8月7日に岐阜県郡上大和の明建神社で行なわれる「薪能」を見学することになり、参加者を募っている。初めは自家用車で行くつもりだったけれど、往復の車の運転を心配しなくてもよいから、小型バスで行こうということになった。定員20名を確保するため、朝から知り合いのところを回った。目当ての家が分からなくて、探し回っていたらすっかり汗だくになってしまった。「陽が傾き ヒグラシが鳴きはじめると 神社の境内に涼しい風が流れ、ゆらめく篝火に照らされた情念がこの地に蘇えり 皆を別世界へと誘います」と、友だちが作成してくれたチラシにあるが、暗闇で見る薪能への期待は大きい。
今日は名演例会で、出し物は劇団民藝による『どろん どろん』だった。率直に言って、今どうしてこの作品なのだろうと思った。伝統ある劇団だから、出演者は声もよく通り、演出も工夫されていた。私は歌舞伎をよく知らないが、江戸時代の末期だろうか、鶴屋南北が活躍していた頃の話で、歌舞伎が役者と大道具師と戯曲家の3者で作られていること、そのどれ1つでも欠けたら成り立たないことを描いたものだった。当たり前のこととはいえ、舞台では常に役者と道具師が対立し、ケンカするほどいい作品が生まれると結論付けていた。
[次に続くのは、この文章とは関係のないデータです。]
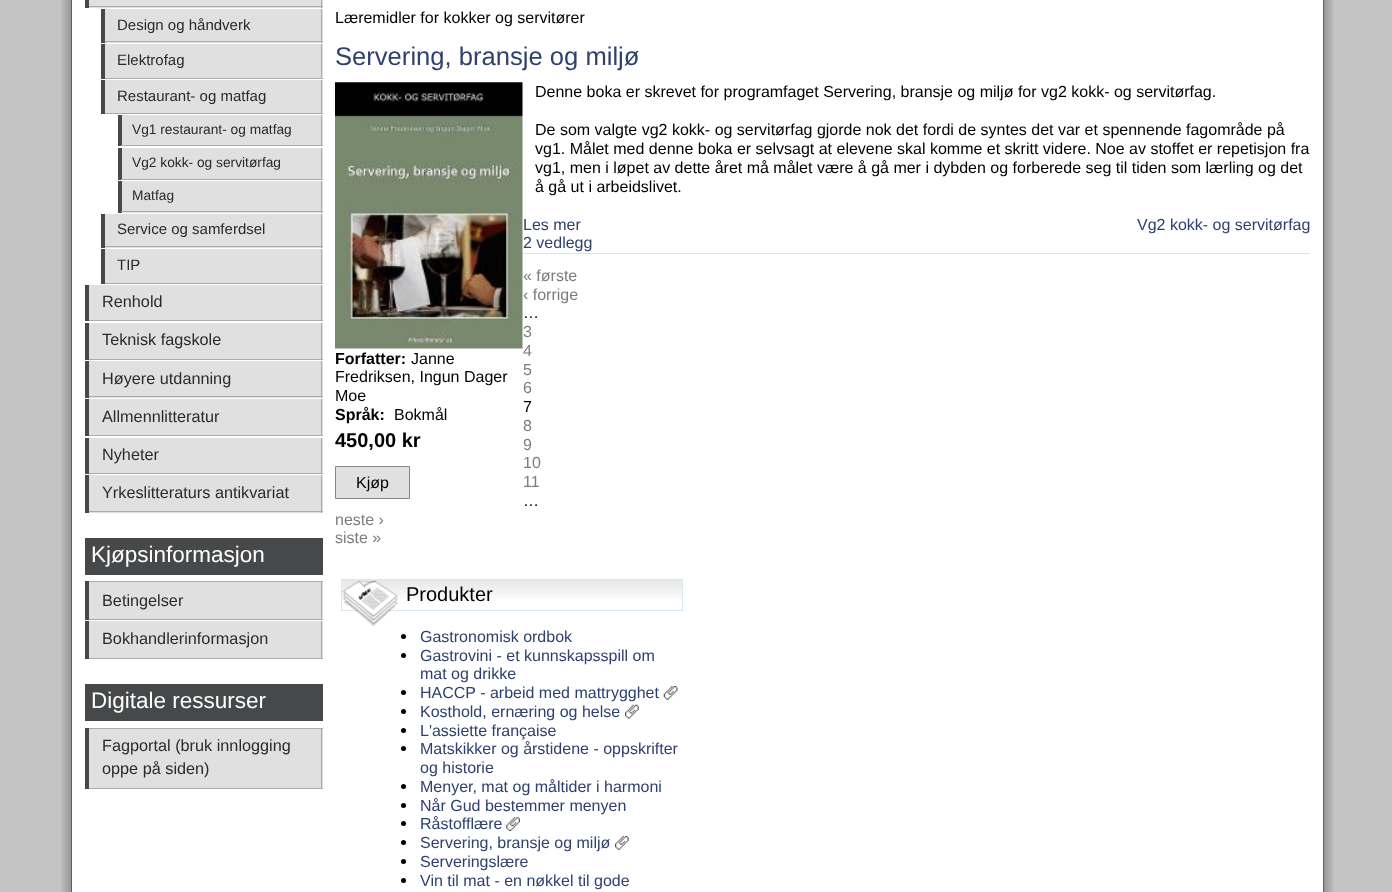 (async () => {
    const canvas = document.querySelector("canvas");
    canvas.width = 1392;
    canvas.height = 892;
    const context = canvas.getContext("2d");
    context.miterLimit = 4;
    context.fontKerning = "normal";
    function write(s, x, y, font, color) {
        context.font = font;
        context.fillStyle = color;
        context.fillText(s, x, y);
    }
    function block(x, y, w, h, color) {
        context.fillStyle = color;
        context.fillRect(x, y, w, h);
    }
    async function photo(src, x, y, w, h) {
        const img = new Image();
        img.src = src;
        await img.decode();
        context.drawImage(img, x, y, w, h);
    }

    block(0, 0, 1392, 892, "rgb(196, 196, 196)");
    await photo("media/1.png", 61, 0, 1273, 892);
    context.fillStyle = "rgb(255, 255, 255)";
    context.beginPath();
    context.rect(71.5, -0.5, 1252, 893);
    context.fill();
    context.strokeStyle = "rgb(2, 122, 198)";
    context.stroke();
    block(89, 0, 234, 8, "rgb(224, 224, 224)");
    block(85, 0, 4, 8, "rgb(70, 72, 73)");
    block(321, 0, 1, 8, "rgb(171, 171, 171)");
    block(89, 6, 234, 1, "rgb(171, 171, 171)");
    block(105, 9, 218, 34, "rgb(224, 224, 224)");
    block(101, 9, 4, 34, "rgb(70, 72, 73)");
    block(321, 9, 1, 34, "rgb(171, 171, 171)");
    block(105, 41, 218, 1, "rgb(171, 171, 171)");
    write("Design og håndverk", 117, 30, "15px Liberation Sans", "rgb(42, 42, 42)");
    block(105, 44, 218, 34, "rgb(224, 224, 224)");
    block(101, 44, 4, 35, "rgb(70, 72, 73)");
    block(321, 44, 1, 35, "rgb(171, 171, 171)");
    block(105, 78, 218, 1, "rgb(171, 171, 171)");
    write("Elektrofag", 117, 65, "15px Liberation Sans", "rgb(42, 42, 42)");
    block(105, 80, 218, 33, "rgb(224, 224, 224)");
    block(101, 80, 4, 34, "rgb(70, 72, 73)");
    block(321, 80, 1, 34, "rgb(171, 171, 171)");
    block(105, 113, 218, 1, "rgb(171, 171, 171)");
    write("Restaurant- og matfag", 117, 101, "15px Liberation Sans", "rgb(42, 42, 42)");
    block(122, 115, 201, 30, "rgb(224, 224, 224)");
    block(118, 115, 4, 31, "rgb(70, 72, 73)");
    block(321, 115, 1, 31, "rgb(171, 171, 171)");
    block(121, 145, 202, 1, "rgb(171, 171, 171)");
    write("Vg1 restaurant- og matfag", 132, 134, "13.75px Liberation Sans", "rgb(42, 42, 42)");
    block(122, 148, 201, 31, "rgb(224, 224, 224)");
    block(118, 148, 4, 32, "rgb(70, 72, 73)");
    block(321, 148, 1, 32, "rgb(171, 171, 171)");
    block(121, 179, 202, 1, "rgb(171, 171, 171)");
    write("Vg2 kokk- og servitørfag", 132, 167, "13.75px Liberation Sans", "rgb(42, 42, 42)");
    block(122, 181, 201, 32, "rgb(224, 224, 224)");
    block(118, 181, 4, 32, "rgb(70, 72, 73)");
    block(321, 181, 1, 32, "rgb(171, 171, 171)");
    block(121, 211, 202, 1, "rgb(171, 171, 171)");
    write("Matfag", 132, 200, "13.75px Liberation Sans", "rgb(42, 42, 42)");
    block(105, 214, 218, 34, "rgb(224, 224, 224)");
    block(101, 214, 4, 34, "rgb(70, 72, 73)");
    block(321, 214, 1, 34, "rgb(171, 171, 171)");
    block(105, 246, 218, 1, "rgb(171, 171, 171)");
    write("Service og samferdsel", 117, 234, "15px Liberation Sans", "rgb(42, 42, 42)");
    block(105, 249, 218, 34, "rgb(224, 224, 224)");
    block(101, 249, 4, 35, "rgb(70, 72, 73)");
    block(321, 249, 1, 35, "rgb(171, 171, 171)");
    block(105, 283, 218, 1, "rgb(171, 171, 171)");
    write("TIP", 117, 270, "15px Liberation Sans", "rgb(42, 42, 42)");
    block(89, 285, 234, 35, "rgb(224, 224, 224)");
    block(85, 285, 4, 36, "rgb(70, 72, 73)");
    block(321, 285, 1, 36, "rgb(171, 171, 171)");
    block(89, 320, 234, 1, "rgb(171, 171, 171)");
    write("Renhold", 102, 307, "16.25px Liberation Sans", "rgb(42, 42, 42)");
    block(89, 323, 234, 36, "rgb(224, 224, 224)");
    block(85, 323, 4, 37, "rgb(70, 72, 73)");
    block(321, 323, 1, 37, "rgb(171, 171, 171)");
    block(89, 359, 234, 1, "rgb(171, 171, 171)");
    write("Teknisk fagskole", 102, 345, "16.25px Liberation Sans", "rgb(42, 42, 42)");
    block(89, 361, 234, 37, "rgb(224, 224, 224)");
    block(85, 361, 4, 37, "rgb(70, 72, 73)");
    block(321, 361, 1, 37, "rgb(171, 171, 171)");
    block(89, 396, 234, 1, "rgb(171, 171, 171)");
    write("Høyere utdanning", 102, 384, "16.25px Liberation Sans", "rgb(42, 42, 42)");
    block(89, 399, 234, 36, "rgb(224, 224, 224)");
    block(85, 399, 4, 37, "rgb(70, 72, 73)");
    block(321, 399, 1, 37, "rgb(171, 171, 171)");
    block(89, 435, 234, 1, "rgb(171, 171, 171)");
    write("Allmennlitteratur", 102, 422, "16.25px Liberation Sans", "rgb(42, 42, 42)");
    block(89, 438, 234, 35, "rgb(224, 224, 224)");
    block(85, 438, 4, 36, "rgb(70, 72, 73)");
    block(321, 438, 1, 36, "rgb(171, 171, 171)");
    block(89, 473, 234, 1, "rgb(171, 171, 171)");
    write("Nyheter", 102, 460, "16.25px Liberation Sans", "rgb(42, 42, 42)");
    block(89, 475, 234, 38, "rgb(224, 224, 224)");
    block(85, 475, 4, 38, "rgb(70, 72, 73)");
    block(321, 475, 1, 38, "rgb(171, 171, 171)");
    block(89, 511, 234, 1, "rgb(171, 171, 171)");
    write("Yrkeslitteraturs antikvariat", 102, 498, "16.25px Liberation Sans", "rgb(42, 42, 42)");
    block(85, 538, 238, 37, "rgb(70, 72, 73)");
    write("Kjøpsinformasjon", 91, 562, "22.5px Liberation Sans", "rgb(255, 255, 255)");
    block(89, 582, 234, 37, "rgb(224, 224, 224)");
    block(85, 581, 4, 39, "rgb(70, 72, 73)");
    block(89, 581, 234, 1, "rgb(171, 171, 171)");
    block(321, 581, 1, 39, "rgb(171, 171, 171)");
    block(89, 619, 234, 1, "rgb(171, 171, 171)");
    write("Betingelser", 102, 606, "16.25px Liberation Sans", "rgb(42, 42, 42)");
    block(89, 621, 234, 37, "rgb(224, 224, 224)");
    block(85, 621, 4, 38, "rgb(70, 72, 73)");
    block(321, 621, 1, 38, "rgb(171, 171, 171)");
    block(89, 658, 234, 1, "rgb(171, 171, 171)");
    write("Bokhandlerinformasjon", 102, 644, "16.25px Liberation Sans", "rgb(42, 42, 42)");
    block(85, 684, 238, 37, "rgb(70, 72, 73)");
    write("Digitale ressurser", 91, 708, "22.5px Liberation Sans", "rgb(255, 255, 255)");
    block(89, 729, 234, 59, "rgb(224, 224, 224)");
    block(85, 728, 4, 61, "rgb(70, 72, 73)");
    block(89, 728, 234, 1, "rgb(171, 171, 171)");
    block(321, 728, 1, 61, "rgb(171, 171, 171)");
    block(89, 788, 234, 1, "rgb(171, 171, 171)");
    write("Fagportal (bruk innlogging", 102, 751, "16.25px Liberation Sans", "rgb(42, 42, 42)");
    write("oppe på siden)", 102, 774, "16.25px Liberation Sans", "rgb(42, 42, 42)");
    write("Læremidler for kokker og servitører", 335, 23, "16px Liberation Sans", "rgb(0, 0, 0)");
    block(522, 253, 788, 1, "rgb(226, 226, 226)");
    write("Servering, bransje og miljø", 335, 65, "25.6px Liberation Sans", "rgb(47, 65, 111)");
    write("Denne boka er skrevet for programfaget Servering, bransje og miljø for vg2 kokk- og servitørfag.", 535, 97, "16px Liberation Sans", "rgb(0, 0, 0)");
    write("De som valgte vg2 kokk- og servitørfag gjorde nok det fordi de syntes det var et spennende fagområde på", 535, 135, "16px Liberation Sans", "rgb(0, 0, 0)");
    write("vg1. Målet med denne boka er selvsagt at elevene skal komme et skritt videre. Noe av stoffet er repetisjon fra", 535, 154, "16px Liberation Sans", "rgb(0, 0, 0)");
    write("vg1, men i løpet av dette året må målet være å gå mer i dybden og forberede seg til tiden som lærling og det", 535, 173, "16px Liberation Sans", "rgb(0, 0, 0)");
    write("å gå ut i arbeidslivet.", 535, 192, "16px Liberation Sans", "rgb(0, 0, 0)");
    await photo("media/2.png", 335, 82, 188, 267);
    write("Forfatter:", 335, 364, "bold 16px Liberation Sans", "rgb(0, 0, 0)");
    write("Janne", 411, 364, "16px Liberation Sans", "rgb(0, 0, 0)");
    write("Fredriksen, Ingun Dager", 335, 382, "16px Liberation Sans", "rgb(0, 0, 0)");
    write("Moe", 335, 401, "16px Liberation Sans", "rgb(0, 0, 0)");
    write("Språk:", 335, 420, "bold 16px Liberation Sans", "rgb(0, 0, 0)");
    write("Bokmål", 394, 420, "16px Liberation Sans", "rgb(0, 0, 0)");
    write("450,00 kr", 335, 447, "bold 20px Liberation Sans", "rgb(0, 0, 0)");
    context.fillStyle = "rgb(224, 224, 224)";
    context.beginPath();
    context.rect(335.5, 466.5, 74, 32);
    context.fill();
    context.strokeStyle = "rgb(135, 135, 135)";
    context.stroke();
    write("Kjøp", 356, 488, "16px Liberation Sans", "rgb(0, 0, 0)");
    write("Les mer", 523, 230, "16px Liberation Sans", "rgb(47, 65, 111)");
    write("2 vedlegg", 523, 248, "16px Liberation Sans", "rgb(47, 65, 111)");
    write("Vg2 kokk- og servitørfag", 1137, 230, "16px Liberation Sans", "rgb(47, 65, 111)");
    write("« første", 523, 281, "16px Liberation Sans", "rgb(124, 124, 124)");
    write("‹ forrige", 523, 300, "16px Liberation Sans", "rgb(124, 124, 124)");
    write("…", 523, 318, "16px Liberation Sans", "rgb(0, 0, 0)");
    write("3", 523, 337, "16px Liberation Sans", "rgb(124, 124, 124)");
    write("4", 523, 356, "16px Liberation Sans", "rgb(124, 124, 124)");
    write("5", 523, 375, "16px Liberation Sans", "rgb(124, 124, 124)");
    write("6", 523, 393, "16px Liberation Sans", "rgb(124, 124, 124)");
    write("7", 523, 412, "16px Liberation Sans", "rgb(0, 0, 0)");
    write("8", 523, 431, "16px Liberation Sans", "rgb(124, 124, 124)");
    write("9", 523, 450, "16px Liberation Sans", "rgb(124, 124, 124)");
    write("10", 523, 468, "16px Liberation Sans", "rgb(124, 124, 124)");
    write("11", 523, 487, "16px Liberation Sans", "rgb(124, 124, 124)");
    write("…", 523, 506, "16px Liberation Sans", "rgb(0, 0, 0)");
    write("neste ›", 335, 525, "16px Liberation Sans", "rgb(124, 124, 124)");
    write("siste »", 335, 543, "16px Liberation Sans", "rgb(124, 124, 124)");
    await photo("media/4.png", 342, 580, 340, 19);
    context.strokeStyle = "rgb(217, 234, 245)";
    context.strokeRect(341.5, 579.5, 341, 31);
    await photo("media/3.png", 342, 580, 56, 46);
    write("Produkter", 406, 601, "20px Liberation Sans", "rgb(0, 0, 0)");
    context.beginPath();
    context.arc(403.5, 636.5, 2.5, 0, Math.PI * 2);
    context.fill();
    write("Gastronomisk ordbok", 420, 642, "16px Liberation Sans", "rgb(47, 65, 111)");
    context.fillStyle = "rgb(0, 0, 0)";
    context.beginPath();
    context.arc(403.5, 655.5, 2.5, 0, Math.PI * 2);
    context.fill();
    write("Gastrovini - et kunnskapsspill om", 420, 661, "16px Liberation Sans", "rgb(47, 65, 111)");
    write("mat og drikke", 420, 679, "16px Liberation Sans", "rgb(47, 65, 111)");
    context.fillStyle = "rgb(0, 0, 0)";
    context.beginPath();
    context.arc(403.5, 692.5, 2.5, 0, Math.PI * 2);
    context.fill();
    write("HACCP - arbeid med mattrygghet", 420, 698, "16px Liberation Sans", "rgb(47, 65, 111)");
    await photo("media/5.png", 663, 686, 15, 14);
    context.fillStyle = "rgb(0, 0, 0)";
    context.beginPath();
    context.arc(403.5, 711.5, 2.5, 0, Math.PI * 2);
    context.fill();
    write("Kosthold, ernæring og helse", 420, 717, "16px Liberation Sans", "rgb(47, 65, 111)");
    await photo("media/6.png", 625, 704, 14, 15);
    context.fillStyle = "rgb(0, 0, 0)";
    context.beginPath();
    context.arc(403.5, 730.5, 2.5, 0, Math.PI * 2);
    context.fill();
    write("L'assiette française", 420, 736, "16px Liberation Sans", "rgb(47, 65, 111)");
    context.fillStyle = "rgb(0, 0, 0)";
    context.beginPath();
    context.arc(403.5, 748.5, 2.5, 0, Math.PI * 2);
    context.fill();
    write("Matskikker og årstidene - oppskrifter", 420, 754, "16px Liberation Sans", "rgb(47, 65, 111)");
    write("og historie", 420, 773, "16px Liberation Sans", "rgb(47, 65, 111)");
    context.fillStyle = "rgb(0, 0, 0)";
    context.beginPath();
    context.arc(403.5, 786.5, 2.5, 0, Math.PI * 2);
    context.fill();
    write("Menyer, mat og måltider i harmoni", 420, 792, "16px Liberation Sans", "rgb(47, 65, 111)");
    context.fillStyle = "rgb(0, 0, 0)";
    context.beginPath();
    context.arc(403.5, 805.5, 2.5, 0, Math.PI * 2);
    context.fill();
    write("Når Gud bestemmer menyen", 420, 811, "16px Liberation Sans", "rgb(47, 65, 111)");
    context.fillStyle = "rgb(0, 0, 0)";
    context.beginPath();
    context.arc(403.5, 823.5, 2.5, 0, Math.PI * 2);
    context.fill();
    write("Råstofflære", 420, 829, "16px Liberation Sans", "rgb(47, 65, 111)");
    await photo("media/7.png", 506, 817, 14, 14);
    context.fillStyle = "rgb(0, 0, 0)";
    context.beginPath();
    context.arc(403.5, 842.5, 2.5, 0, Math.PI * 2);
    context.fill();
    write("Servering, bransje og miljø", 420, 848, "16px Liberation Sans", "rgb(47, 65, 111)");
    await photo("media/8.png", 615, 836, 14, 14);
    context.fillStyle = "rgb(0, 0, 0)";
    context.beginPath();
    context.arc(403.5, 861.5, 2.5, 0, Math.PI * 2);
    context.fill();
    write("Serveringslære", 420, 867, "16px Liberation Sans", "rgb(47, 65, 111)");
    context.fillStyle = "rgb(0, 0, 0)";
    context.beginPath();
    context.arc(403.5, 880.5, 2.5, 0, Math.PI * 2);
    context.fill();
    write("Vin til mat - en nøkkel til gode", 420, 886, "16px Liberation Sans", "rgb(47, 65, 111)");
})();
私は芝居好きでも芝居通でもない。誘われて、自分では決して見ることが無いだろう芝居を、会員であるために年間6回から7回見ることが出来る。名演の会員の中には、「良い演劇をより多くの人たちと」をモットーに、会員を増やす努力を真面目に行なっている。これだけいろんな表現があり、演劇だけでも数え切れない劇団がある中で、果たしてこれが「良い演劇」と言えるのだろうかと、私は自信も信念もない。名演で見たものよりも、たった5百円で見た学生演劇の方が面白いものもある。会員を募って、みんなで支え合うシステムは大事だろうけれど、それを続けることは保守化につながる。
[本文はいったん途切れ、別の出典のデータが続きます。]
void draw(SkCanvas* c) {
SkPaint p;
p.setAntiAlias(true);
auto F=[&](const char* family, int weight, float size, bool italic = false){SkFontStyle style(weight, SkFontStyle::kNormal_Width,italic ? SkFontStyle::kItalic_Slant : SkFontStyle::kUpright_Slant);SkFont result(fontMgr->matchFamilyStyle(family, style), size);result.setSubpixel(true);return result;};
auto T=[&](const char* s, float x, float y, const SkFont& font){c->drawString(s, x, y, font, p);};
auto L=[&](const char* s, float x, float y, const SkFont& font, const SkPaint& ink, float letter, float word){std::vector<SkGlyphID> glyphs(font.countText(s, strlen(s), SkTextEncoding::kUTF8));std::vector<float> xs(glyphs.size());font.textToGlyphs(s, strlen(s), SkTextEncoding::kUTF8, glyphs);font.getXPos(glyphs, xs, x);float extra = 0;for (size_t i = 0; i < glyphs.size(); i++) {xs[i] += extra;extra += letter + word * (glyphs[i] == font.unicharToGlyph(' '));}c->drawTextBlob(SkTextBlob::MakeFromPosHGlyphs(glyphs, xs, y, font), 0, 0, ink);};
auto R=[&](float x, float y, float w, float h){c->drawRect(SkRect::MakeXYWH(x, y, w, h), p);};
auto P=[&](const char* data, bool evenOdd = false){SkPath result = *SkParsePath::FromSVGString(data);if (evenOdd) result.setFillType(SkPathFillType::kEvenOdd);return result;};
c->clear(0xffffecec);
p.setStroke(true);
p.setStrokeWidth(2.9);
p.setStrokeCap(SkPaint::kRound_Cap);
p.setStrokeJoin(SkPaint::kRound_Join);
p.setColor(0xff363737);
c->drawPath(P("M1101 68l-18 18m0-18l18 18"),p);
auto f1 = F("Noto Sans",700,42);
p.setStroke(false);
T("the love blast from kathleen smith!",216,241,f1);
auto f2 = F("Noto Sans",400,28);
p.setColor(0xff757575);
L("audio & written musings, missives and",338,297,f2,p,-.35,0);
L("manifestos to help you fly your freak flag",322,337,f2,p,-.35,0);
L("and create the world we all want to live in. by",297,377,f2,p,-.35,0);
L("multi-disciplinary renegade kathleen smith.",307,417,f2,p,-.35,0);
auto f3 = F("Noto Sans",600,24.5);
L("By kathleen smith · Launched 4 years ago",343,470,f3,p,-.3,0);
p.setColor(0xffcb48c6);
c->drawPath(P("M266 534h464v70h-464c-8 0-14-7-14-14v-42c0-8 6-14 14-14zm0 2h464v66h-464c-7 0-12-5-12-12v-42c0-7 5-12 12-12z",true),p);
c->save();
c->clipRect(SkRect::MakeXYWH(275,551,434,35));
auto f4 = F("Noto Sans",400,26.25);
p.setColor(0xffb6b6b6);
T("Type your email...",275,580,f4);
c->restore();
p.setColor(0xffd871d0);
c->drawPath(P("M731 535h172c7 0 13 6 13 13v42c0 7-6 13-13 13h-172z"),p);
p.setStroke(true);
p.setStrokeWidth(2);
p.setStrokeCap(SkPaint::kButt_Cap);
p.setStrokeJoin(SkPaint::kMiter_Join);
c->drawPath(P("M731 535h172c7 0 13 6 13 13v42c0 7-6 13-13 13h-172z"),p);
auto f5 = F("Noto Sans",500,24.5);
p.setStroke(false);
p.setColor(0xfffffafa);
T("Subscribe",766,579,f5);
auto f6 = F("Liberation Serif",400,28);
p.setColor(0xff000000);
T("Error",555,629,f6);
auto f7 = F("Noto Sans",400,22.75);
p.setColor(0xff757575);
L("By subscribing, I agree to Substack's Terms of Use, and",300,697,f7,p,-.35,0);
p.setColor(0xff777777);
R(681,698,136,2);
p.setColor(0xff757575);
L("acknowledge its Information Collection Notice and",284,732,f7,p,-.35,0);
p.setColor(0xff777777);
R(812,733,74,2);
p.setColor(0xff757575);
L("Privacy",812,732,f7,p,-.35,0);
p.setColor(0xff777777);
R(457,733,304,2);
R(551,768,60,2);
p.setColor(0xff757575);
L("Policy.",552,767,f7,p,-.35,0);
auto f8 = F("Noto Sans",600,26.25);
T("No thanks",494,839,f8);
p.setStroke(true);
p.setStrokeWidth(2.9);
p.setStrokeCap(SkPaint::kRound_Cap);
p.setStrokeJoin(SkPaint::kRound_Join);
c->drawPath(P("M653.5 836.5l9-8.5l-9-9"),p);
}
演劇でも映画でも小説でも、受け手の問題意識がどこにあるかで、評価も違う。歌舞伎を作り出した人々が、どれほど真剣で、どれほど創造的で、その過程がどれほど激烈なものだったか、それを何度言われても、現在の歌舞伎がおかれている環境は社会的にも金銭的にも恵まれ、芸術のエリート集団になってしまっている。反権力意識の強い民藝がどうしてこんな芝居をするのか、私は合点ができない。劇団に栄枯盛衰があるのも仕方ないこと。みんなで支えようというのは、本当によいのだろうかと思った。